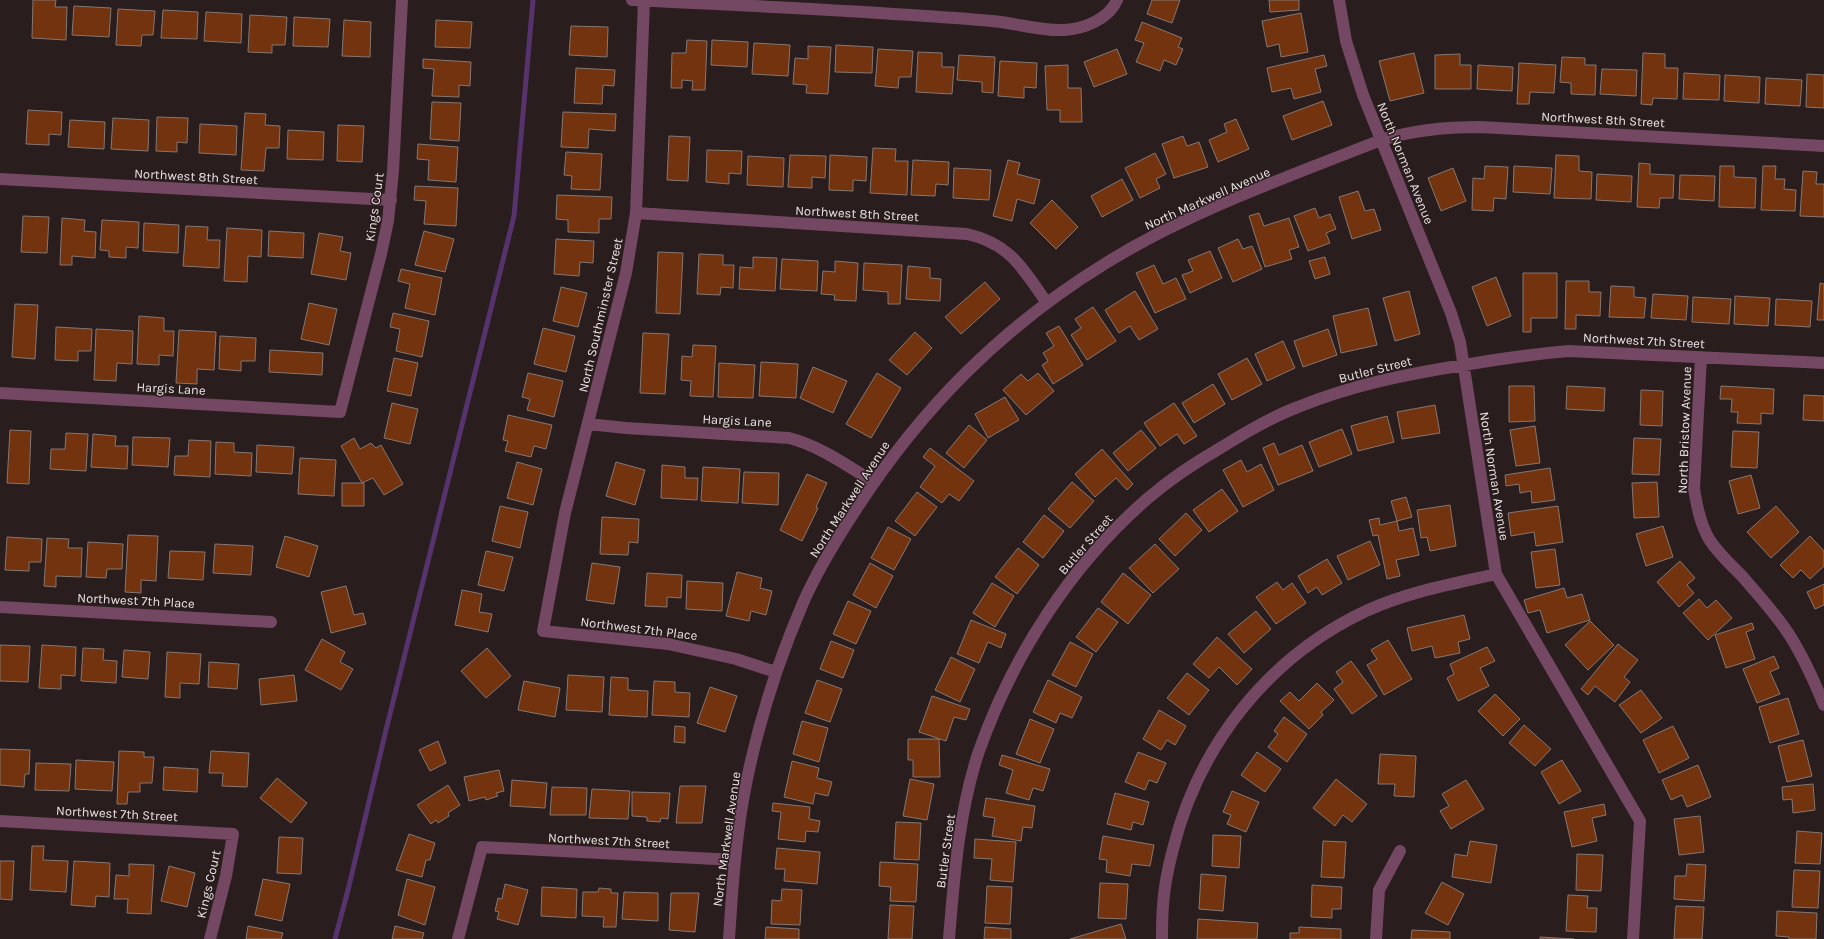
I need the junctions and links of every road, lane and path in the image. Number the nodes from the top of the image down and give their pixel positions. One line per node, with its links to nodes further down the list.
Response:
1 (402, 0): 9 (street, Kings Court)
2 (632, 0): 3 (street)
3 (644, 0): 4 (street); 10 (street, North Southminster Street)
4 (1117, 0)
5 (1339, 0): 6 (street, North Norman Avenue)
6 (1381, 140): 7 (street, Northwest 8th Street); 11 (street, North Markwell Avenue); 14 (street, North Norman Avenue)
7 (1824, 146)
8 (0, 179): 9 (street, Northwest 8th Street)
9 (391, 200): 16 (street, Kings Court)
10 (636, 213): 11 (street, Northwest 8th Street); 17 (street, North Southminster Street)
11 (1047, 303): 18 (street, North Markwell Avenue)
12 (1701, 357): 13 (street, Northwest 7th Street); 14 (street, Northwest 7th Street); 24 (street, North Bristow Avenue)
13 (1824, 364)
14 (1463, 365): 19 (street, North Norman Avenue); 32 (street, Butler Street)
15 (0, 393): 16 (street, Hargis Lane)
16 (340, 412)
17 (588, 424): 18 (street, Hargis Lane); 22 (street, North Southminster Street)
18 (874, 482): 23 (street, North Markwell Avenue)
19 (1496, 574): 33 (street); 35 (street, North Norman Avenue)
20 (0, 607): 21 (street, Northwest 7th Place)
21 (271, 622)
22 (543, 631): 23 (street, Northwest 7th Place)
23 (776, 672): 28 (street, North Markwell Avenue)
24 (1824, 705)
25 (0, 821): 26 (street, Northwest 7th Street)
26 (233, 834): 29 (street, Kings Court)
27 (1400, 851): 34 (street)
28 (735, 860): 30 (street, Northwest 7th Street); 31 (street, North Markwell Avenue)
29 (210, 939)
30 (458, 939)
31 (729, 939)
32 (949, 939)
33 (1162, 939)
34 (1376, 939)
35 (1633, 939)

▶ **YOUR INSTRUCTIONS**
Return every record above exactly as written, but drop the pictures.

▶ **ANSWER SPACE**
I need the junctions and links of every road, lane and path in the image. Number the nodes from the top of the image down and give their pixel positions. One line per node, with its links to nodes further down the list.
Response:
1 (402, 0): 9 (street, Kings Court)
2 (632, 0): 3 (street)
3 (644, 0): 4 (street); 10 (street, North Southminster Street)
4 (1117, 0)
5 (1339, 0): 6 (street, North Norman Avenue)
6 (1381, 140): 7 (street, Northwest 8th Street); 11 (street, North Markwell Avenue); 14 (street, North Norman Avenue)
7 (1824, 146)
8 (0, 179): 9 (street, Northwest 8th Street)
9 (391, 200): 16 (street, Kings Court)
10 (636, 213): 11 (street, Northwest 8th Street); 17 (street, North Southminster Street)
11 (1047, 303): 18 (street, North Markwell Avenue)
12 (1701, 357): 13 (street, Northwest 7th Street); 14 (street, Northwest 7th Street); 24 (street, North Bristow Avenue)
13 (1824, 364)
14 (1463, 365): 19 (street, North Norman Avenue); 32 (street, Butler Street)
15 (0, 393): 16 (street, Hargis Lane)
16 (340, 412)
17 (588, 424): 18 (street, Hargis Lane); 22 (street, North Southminster Street)
18 (874, 482): 23 (street, North Markwell Avenue)
19 (1496, 574): 33 (street); 35 (street, North Norman Avenue)
20 (0, 607): 21 (street, Northwest 7th Place)
21 (271, 622)
22 (543, 631): 23 (street, Northwest 7th Place)
23 (776, 672): 28 (street, North Markwell Avenue)
24 (1824, 705)
25 (0, 821): 26 (street, Northwest 7th Street)
26 (233, 834): 29 (street, Kings Court)
27 (1400, 851): 34 (street)
28 (735, 860): 30 (street, Northwest 7th Street); 31 (street, North Markwell Avenue)
29 (210, 939)
30 (458, 939)
31 (729, 939)
32 (949, 939)
33 (1162, 939)
34 (1376, 939)
35 (1633, 939)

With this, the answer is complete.